Even prior to the policy to open lands west of the mountains to entice settlers there, the Virginia colonial government long had adhered to a policy of granting 50 acres of land for each person transported into the colony. If an individual brought himself there he could claim 50 acres of land. This “head right” may have seemed an ample farming tract -- perhaps about as much as one man could work by himself with the tools of the day -- but it did not promise much for the future. People could gather a number of head rights, and assemble them into larger tracts of land. Of course, the large grants such as those given individuals in real estate ventures in the Valley were a separate matter. In any event, the Breckenridges did not claim head rights as soon as they arrived; they may not have known that they were eligible for it, considering themselves as migrating from Pennsylvania, instead of directly from overseas.

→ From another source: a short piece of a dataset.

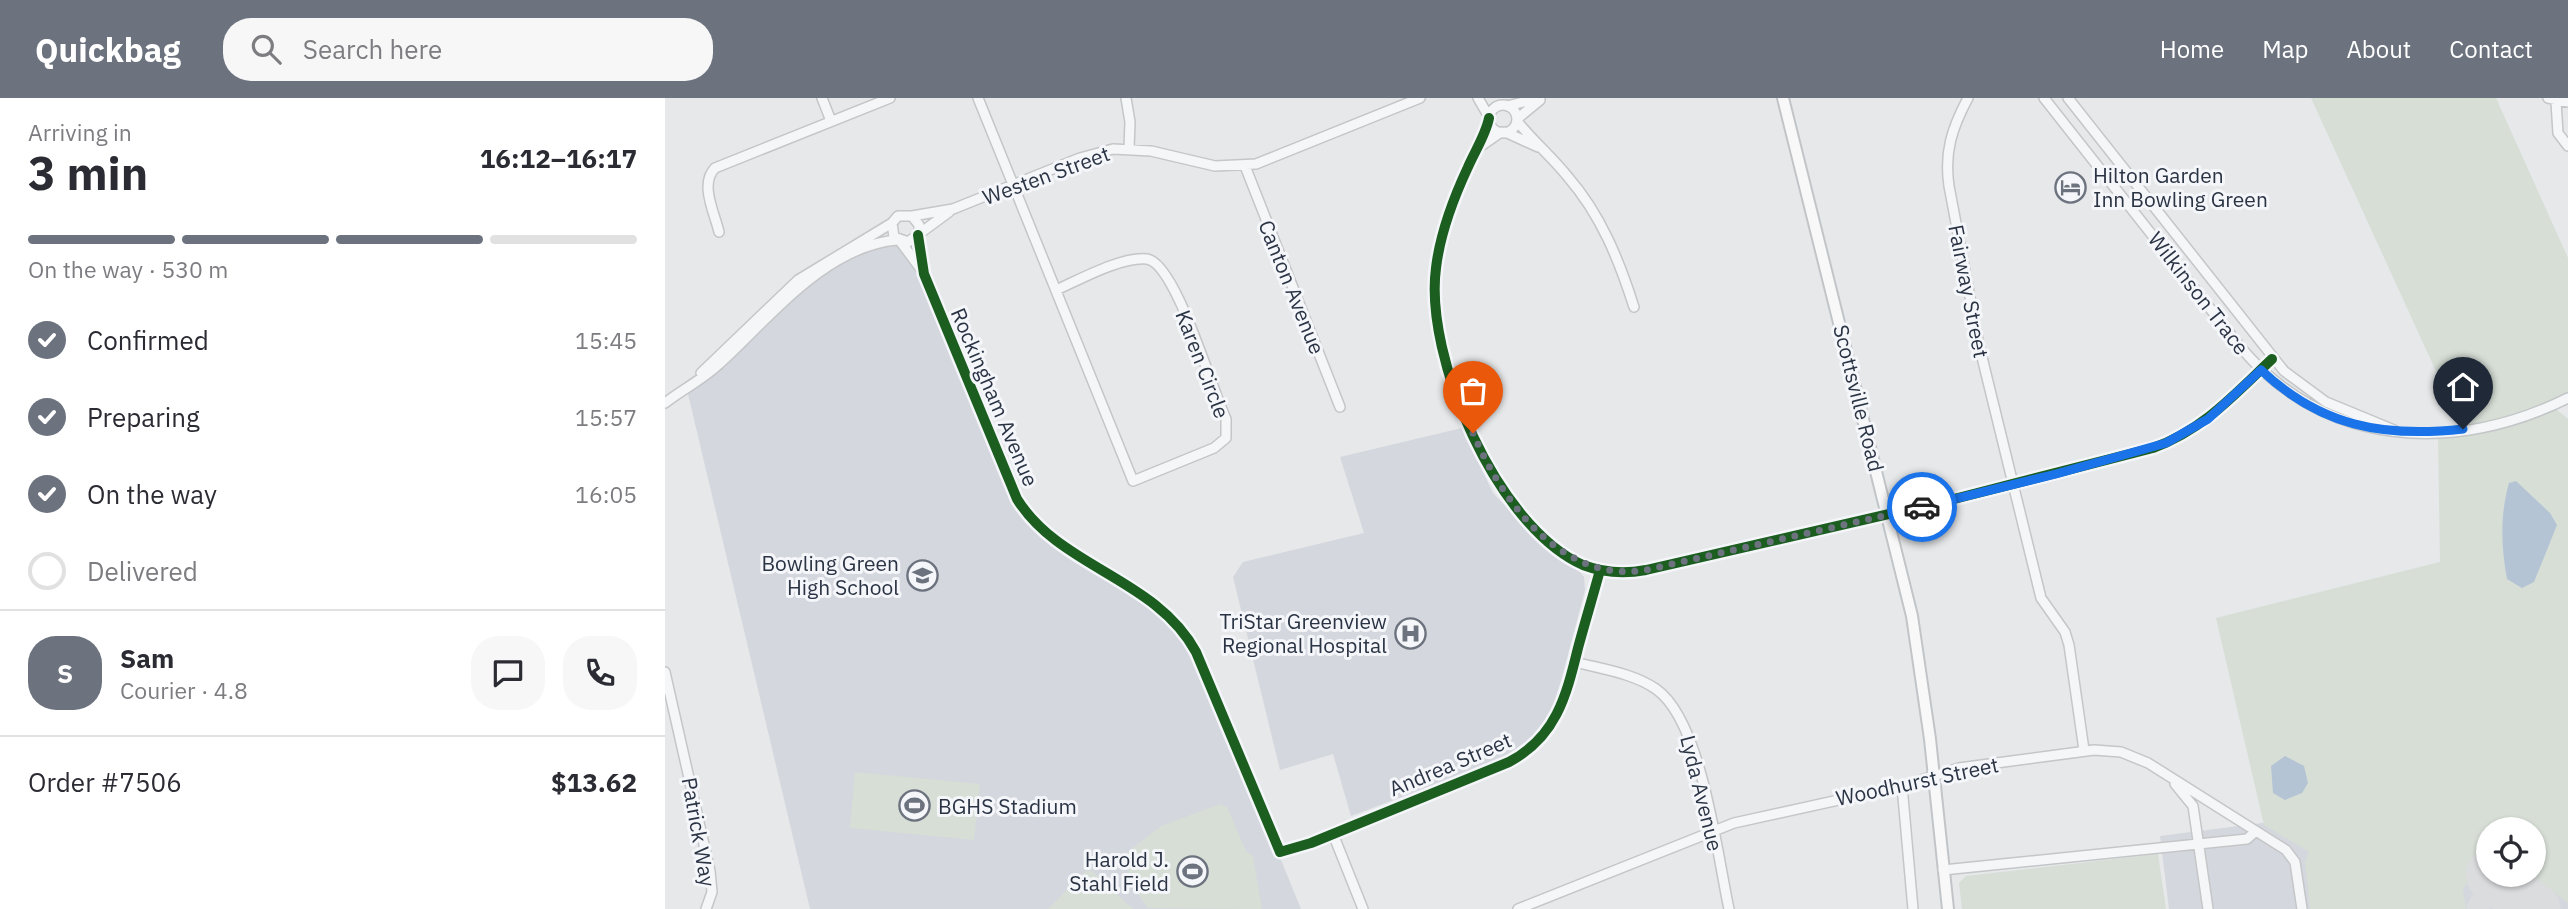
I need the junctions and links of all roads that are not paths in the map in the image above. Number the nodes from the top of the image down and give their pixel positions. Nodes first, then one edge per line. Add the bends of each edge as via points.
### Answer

The family members did move into the land settlement practices of the time. This was reflected in a suit brought on 21 February 1738 by Alexander, with George, James, Robert and Adam Breckenridge -- at the same time as similar suits by others -- seeking deeds from Benjamin Borden for property, stating that they had “entered each 200 acres.”13  


Borden seems to have died after they had their arrangements with him, and they had to pursue legal means to complete the deal. It is likely that the original transaction was some time in 1737, as the suit was filed so early in 1738. In addition to these transactions, one source shows land transfers to members of the family as follows: Alexander, 245 acres in 1742; George and Robert, 761 acres jointly in 1742; George, 540 acres in 1747; and, another Breckenridge (first name not shown, nor the date), for 112 acres.14


Alexander Breckenridge proved his “head rights” on 22 May 1740, when he appeared at Orange County Court -- at the same time that other heads of family did so. Perhaps they all discovered the right at about the same time. The record of it is below:15

Alexander Breckenridge came into Court and made oath that he imported himself, , John, George, Robert, , Smith, , and Letitia Breckenridge from Ireland to Philadelphia, and thence to this colony, at his own charges, and this is the first time of providing his and their rights in order to obtain land, which is ordered certified.

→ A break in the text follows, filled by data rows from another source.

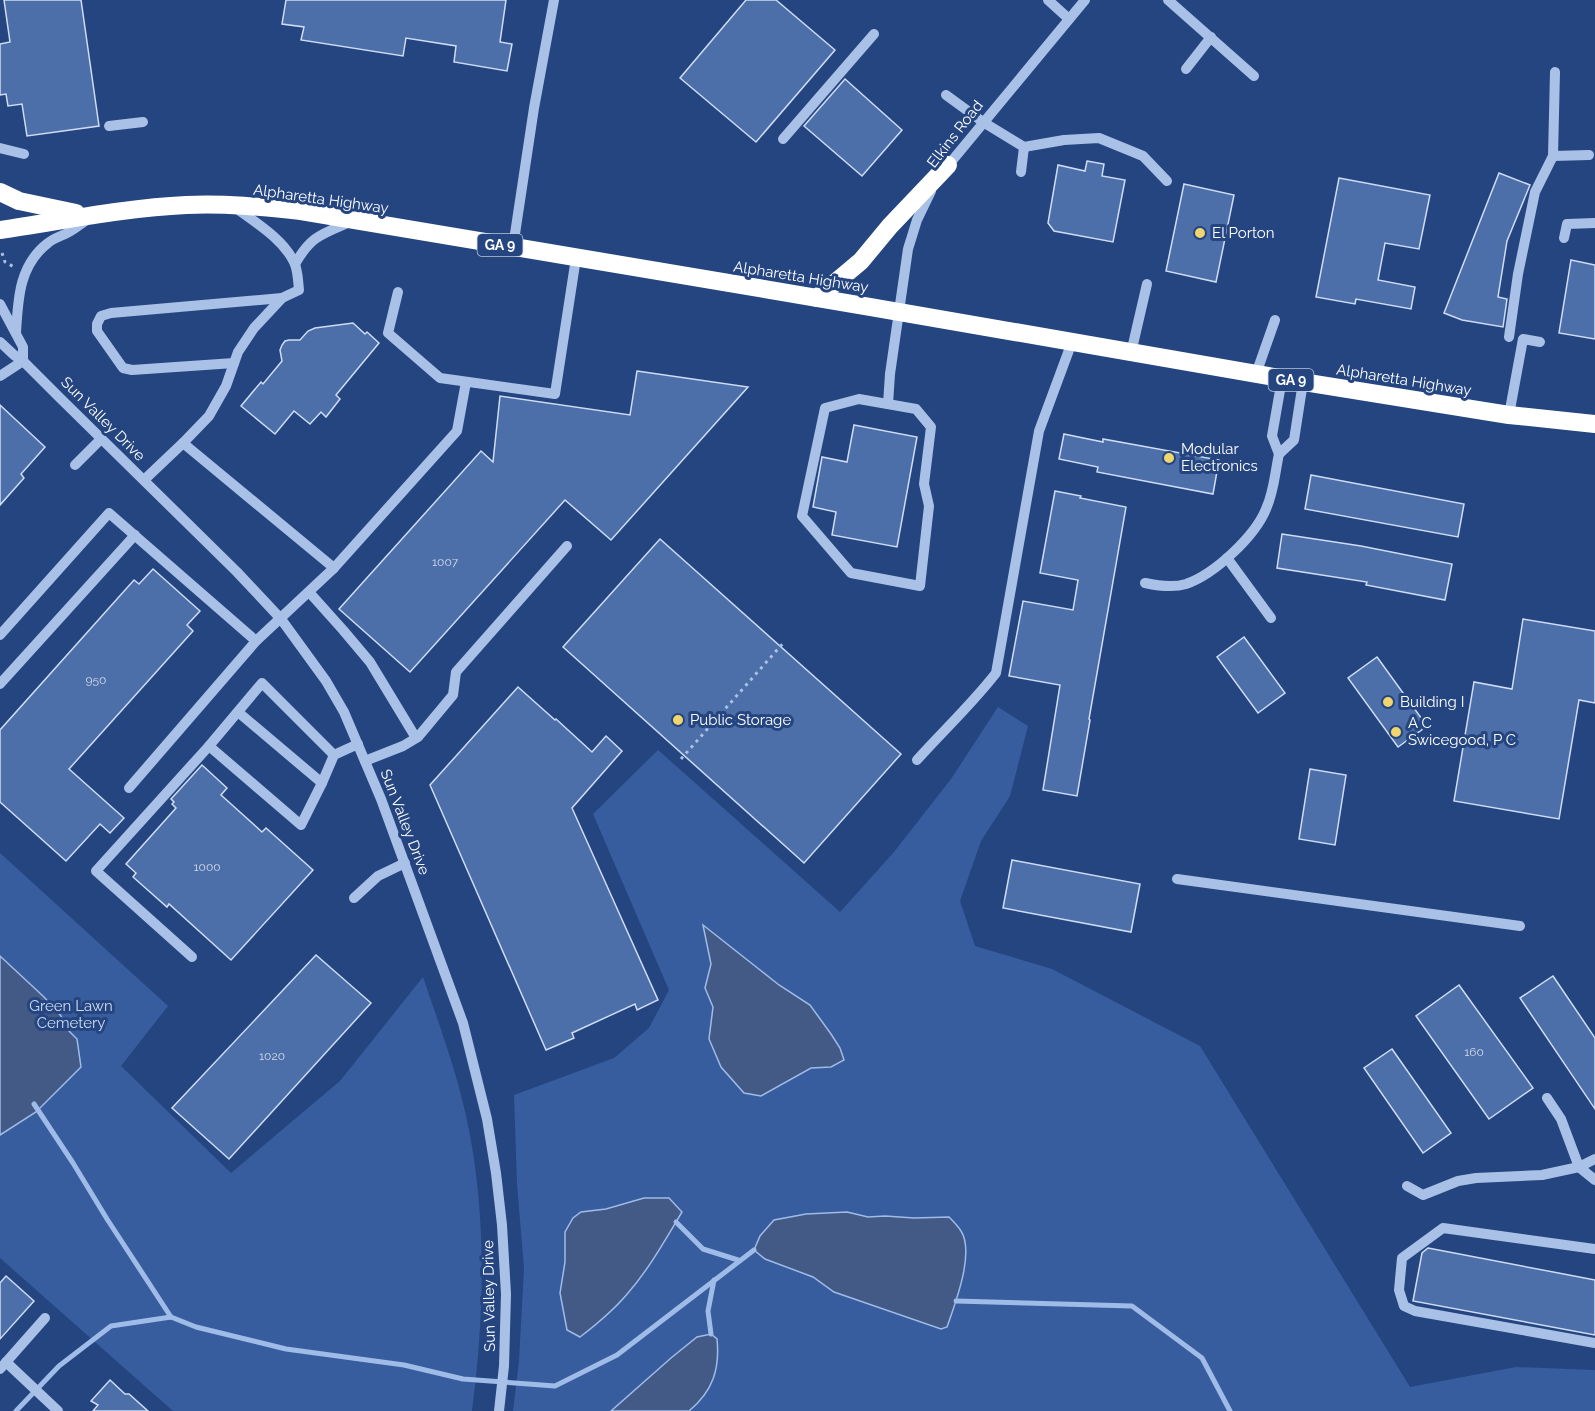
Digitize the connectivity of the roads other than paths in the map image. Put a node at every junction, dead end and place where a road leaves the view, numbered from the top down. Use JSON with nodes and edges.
{"nodes":[{"id":1,"x":554,"y":0,"type":"edge"},
{"id":2,"x":1048,"y":0,"type":"edge"},
{"id":3,"x":1085,"y":0,"type":"edge"},
{"id":4,"x":1168,"y":0,"type":"edge"},
{"id":5,"x":1069,"y":19,"type":"junction"},
{"id":6,"x":874,"y":34,"type":"dead end"},
{"id":7,"x":1211,"y":38,"type":"junction"},
{"id":8,"x":1186,"y":69,"type":"dead end"},
{"id":9,"x":1556,"y":72,"type":"dead end"},
{"id":10,"x":1254,"y":76,"type":"dead end"},
{"id":11,"x":946,"y":95,"type":"dead end"},
{"id":12,"x":143,"y":122,"type":"dead end"},
{"id":13,"x":983,"y":122,"type":"junction"},
{"id":14,"x":110,"y":126,"type":"dead end"},
{"id":15,"x":783,"y":139,"type":"dead end"},
{"id":16,"x":1024,"y":147,"type":"junction"},
{"id":17,"x":0,"y":148,"type":"edge"},
{"id":18,"x":24,"y":154,"type":"dead end"},
{"id":19,"x":1589,"y":155,"type":"dead end"},
{"id":20,"x":1553,"y":156,"type":"junction"},
{"id":21,"x":948,"y":165,"type":"junction"},
{"id":22,"x":1021,"y":172,"type":"dead end"},
{"id":23,"x":1167,"y":181,"type":"dead end"},
{"id":24,"x":0,"y":192,"type":"edge"},
{"id":25,"x":234,"y":206,"type":"junction"},
{"id":26,"x":93,"y":216,"type":"junction"},
{"id":27,"x":353,"y":220,"type":"junction"},
{"id":28,"x":1595,"y":223,"type":"edge"},
{"id":29,"x":0,"y":230,"type":"edge"},
{"id":30,"x":1564,"y":238,"type":"dead end"},
{"id":31,"x":513,"y":247,"type":"junction"},
{"id":32,"x":576,"y":258,"type":"junction"},
{"id":33,"x":295,"y":264,"type":"junction"},
{"id":34,"x":1147,"y":284,"type":"dead end"},
{"id":35,"x":398,"y":292,"type":"dead end"},
{"id":36,"x":282,"y":298,"type":"junction"},
{"id":37,"x":817,"y":298,"type":"junction"},
{"id":38,"x":0,"y":303,"type":"edge"},
{"id":39,"x":899,"y":312,"type":"junction"},
{"id":40,"x":1275,"y":320,"type":"dead end"},
{"id":41,"x":16,"y":333,"type":"junction"},
{"id":42,"x":1509,"y":337,"type":"dead end"},
{"id":43,"x":0,"y":342,"type":"edge"},
{"id":44,"x":1072,"y":342,"type":"junction"},
{"id":45,"x":1540,"y":342,"type":"dead end"},
{"id":46,"x":1131,"y":352,"type":"junction"},
{"id":47,"x":23,"y":361,"type":"junction"},
{"id":48,"x":234,"y":363,"type":"junction"},
{"id":49,"x":1256,"y":374,"type":"junction"},
{"id":50,"x":0,"y":376,"type":"edge"},
{"id":51,"x":1282,"y":379,"type":"junction"},
{"id":52,"x":466,"y":382,"type":"junction"},
{"id":53,"x":1303,"y":382,"type":"junction"},
{"id":54,"x":888,"y":404,"type":"junction"},
{"id":55,"x":1509,"y":414,"type":"junction"},
{"id":56,"x":1592,"y":427,"type":"edge"},
{"id":57,"x":101,"y":439,"type":"junction"},
{"id":58,"x":183,"y":443,"type":"junction"},
{"id":59,"x":1279,"y":454,"type":"junction"},
{"id":60,"x":75,"y":465,"type":"dead end"},
{"id":61,"x":144,"y":480,"type":"junction"},
{"id":62,"x":135,"y":535,"type":"junction"},
{"id":63,"x":567,"y":546,"type":"dead end"},
{"id":64,"x":1227,"y":558,"type":"junction"},
{"id":65,"x":334,"y":568,"type":"junction"},
{"id":66,"x":1145,"y":583,"type":"dead end"},
{"id":67,"x":309,"y":592,"type":"junction"},
{"id":68,"x":1271,"y":618,"type":"dead end"},
{"id":69,"x":281,"y":619,"type":"junction"},
{"id":70,"x":0,"y":635,"type":"edge"},
{"id":71,"x":256,"y":640,"type":"junction"},
{"id":72,"x":0,"y":684,"type":"edge"},
{"id":73,"x":238,"y":712,"type":"junction"},
{"id":74,"x":416,"y":738,"type":"junction"},
{"id":75,"x":358,"y":744,"type":"junction"},
{"id":76,"x":209,"y":746,"type":"junction"},
{"id":77,"x":334,"y":755,"type":"junction"},
{"id":78,"x":917,"y":760,"type":"dead end"},
{"id":79,"x":365,"y":761,"type":"junction"},
{"id":80,"x":322,"y":783,"type":"junction"},
{"id":81,"x":129,"y":788,"type":"dead end"},
{"id":82,"x":405,"y":863,"type":"junction"},
{"id":83,"x":1178,"y":879,"type":"dead end"},
{"id":84,"x":354,"y":898,"type":"dead end"},
{"id":85,"x":1520,"y":926,"type":"dead end"},
{"id":86,"x":192,"y":957,"type":"dead end"},
{"id":87,"x":1548,"y":1098,"type":"dead end"},
{"id":88,"x":1595,"y":1159,"type":"edge"},
{"id":89,"x":1579,"y":1167,"type":"junction"},
{"id":90,"x":1595,"y":1180,"type":"edge"},
{"id":91,"x":1407,"y":1186,"type":"dead end"},
{"id":92,"x":1595,"y":1250,"type":"edge"},
{"id":93,"x":45,"y":1318,"type":"dead end"},
{"id":94,"x":1595,"y":1343,"type":"edge"},
{"id":95,"x":3,"y":1366,"type":"edge"},
{"id":96,"x":58,"y":1411,"type":"edge"},
{"id":97,"x":499,"y":1411,"type":"edge"}],
"edges":[{"from":1,"to":31,"type":"street"},
{"from":2,"to":5,"type":"street"},
{"from":3,"to":5,"type":"street","name":"Elkins Road"},
{"from":4,"to":7,"type":"street"},
{"from":5,"to":13,"type":"street","name":"Elkins Road"},
{"from":6,"to":15,"type":"street"},
{"from":7,"to":8,"type":"street"},
{"from":7,"to":10,"type":"street"},
{"from":9,"to":20,"type":"street"},
{"from":11,"to":13,"type":"street"},
{"from":12,"to":14,"type":"street"},
{"from":13,"to":16,"type":"street"},
{"from":13,"to":21,"type":"street","name":"Elkins Road"},
{"from":16,"to":22,"type":"street"},
{"from":16,"to":23,"type":"street"},
{"from":17,"to":18,"type":"street"},
{"from":19,"to":20,"type":"street"},
{"from":20,"to":42,"type":"street"},
{"from":21,"to":37,"type":"highway"},
{"from":21,"to":39,"type":"street","name":"Elkins Road"},
{"from":24,"to":26,"type":"highway"},
{"from":25,"to":26,"type":"highway","name":"Alpharetta Highway","number":"GA 9"},
{"from":25,"to":27,"type":"highway","name":"Alpharetta Highway","number":"GA 9"},
{"from":25,"to":33,"type":"street"},
{"from":26,"to":29,"type":"highway","name":"Alpharetta Highway","number":"GA 9"},
{"from":26,"to":41,"type":"street"},
{"from":27,"to":31,"type":"highway","name":"Alpharetta Highway","number":"GA 9"},
{"from":27,"to":33,"type":"street"},
{"from":28,"to":30,"type":"street"},
{"from":31,"to":32,"type":"highway","name":"Alpharetta Highway","number":"GA 9"},
{"from":32,"to":37,"type":"highway","name":"Alpharetta Highway","number":"GA 9"},
{"from":32,"to":52,"type":"street"},
{"from":33,"to":36,"type":"street"},
{"from":34,"to":46,"type":"street"},
{"from":35,"to":52,"type":"street"},
{"from":36,"to":48,"type":"street"},
{"from":36,"to":48,"type":"street"},
{"from":37,"to":39,"type":"highway","name":"Alpharetta Highway","number":"GA 9"},
{"from":38,"to":41,"type":"street"},
{"from":39,"to":44,"type":"highway","name":"Alpharetta Highway","number":"GA 9"},
{"from":39,"to":54,"type":"street","name":"Elkins Road"},
{"from":40,"to":49,"type":"street"},
{"from":41,"to":47,"type":"street"},
{"from":43,"to":47,"type":"street","name":"Sun Valley Drive"},
{"from":44,"to":46,"type":"highway","name":"Alpharetta Highway","number":"GA 9"},
{"from":44,"to":78,"type":"street"},
{"from":45,"to":55,"type":"street"},
{"from":46,"to":49,"type":"highway","name":"Alpharetta Highway","number":"GA 9"},
{"from":47,"to":50,"type":"street"},
{"from":47,"to":57,"type":"street","name":"Sun Valley Drive"},
{"from":48,"to":58,"type":"street"},
{"from":49,"to":51,"type":"highway","name":"Alpharetta Highway","number":"GA 9"},
{"from":51,"to":53,"type":"highway","name":"Alpharetta Highway","number":"GA 9"},
{"from":51,"to":59,"type":"street"},
{"from":52,"to":65,"type":"street"},
{"from":53,"to":55,"type":"highway","name":"Alpharetta Highway","number":"GA 9"},
{"from":53,"to":59,"type":"street"},
{"from":54,"to":54,"type":"street"},
{"from":55,"to":56,"type":"highway","name":"Alpharetta Highway","number":"GA 9"},
{"from":57,"to":60,"type":"street"},
{"from":57,"to":61,"type":"street","name":"Sun Valley Drive"},
{"from":58,"to":61,"type":"street"},
{"from":58,"to":65,"type":"street"},
{"from":59,"to":64,"type":"street"},
{"from":61,"to":69,"type":"street","name":"Sun Valley Drive"},
{"from":62,"to":70,"type":"street"},
{"from":62,"to":71,"type":"street"},
{"from":62,"to":72,"type":"street"},
{"from":63,"to":74,"type":"street"},
{"from":64,"to":66,"type":"street"},
{"from":64,"to":68,"type":"street"},
{"from":65,"to":67,"type":"street"},
{"from":67,"to":69,"type":"street"},
{"from":67,"to":74,"type":"street"},
{"from":69,"to":71,"type":"street"},
{"from":69,"to":75,"type":"street","name":"Sun Valley Drive"},
{"from":71,"to":81,"type":"street"},
{"from":73,"to":76,"type":"street"},
{"from":73,"to":77,"type":"street"},
{"from":73,"to":80,"type":"street"},
{"from":74,"to":79,"type":"street"},
{"from":75,"to":77,"type":"street"},
{"from":75,"to":79,"type":"street","name":"Sun Valley Drive"},
{"from":76,"to":80,"type":"street"},
{"from":76,"to":86,"type":"street"},
{"from":77,"to":80,"type":"street"},
{"from":79,"to":82,"type":"street","name":"Sun Valley Drive"},
{"from":82,"to":84,"type":"street"},
{"from":82,"to":97,"type":"street","name":"Sun Valley Drive"},
{"from":83,"to":85,"type":"street"},
{"from":87,"to":89,"type":"street"},
{"from":88,"to":89,"type":"street"},
{"from":89,"to":90,"type":"street"},
{"from":89,"to":91,"type":"street"},
{"from":92,"to":94,"type":"street"},
{"from":93,"to":95,"type":"street"},
{"from":95,"to":96,"type":"street"}]}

The blank spaces above represent marred records, the names obviously being those of Alexander's wife Jane, and their sons James and Adam. Alexander seems to have transferred the rights to his son Robert, who on 1 December 1740 took 400 acres of land on the South Branch of the Shenandoah River, under the rights of Alexander, Jane, John, George, himself, James, Adam and Smith Breckenridge.16  Letitia was not named, possibly because she had married, with her right going to her and her husband. Robert's use of the rights may reflect agreement in the family, as will be noted later, as Robert was not a beneficiary in distribution of land in administration of his father's estate.

The pattern of Scotch-Irish society on the frontier centered on the church, and Alexander Breckenridge was one of five commissioners selected to build a Presbyterian church at the Tinkling Spring, near modern Fishersville. James Patton, the leader of the community, was one of the five designated for this task. The record of this was 17 August 1741, and Alexander Breckenridge's name appears below the record spelled “Breackenridge.”17 The printed report of that action does not reveal whether this was his signature or merely the recording official's phonetic rendition of how he heard the name.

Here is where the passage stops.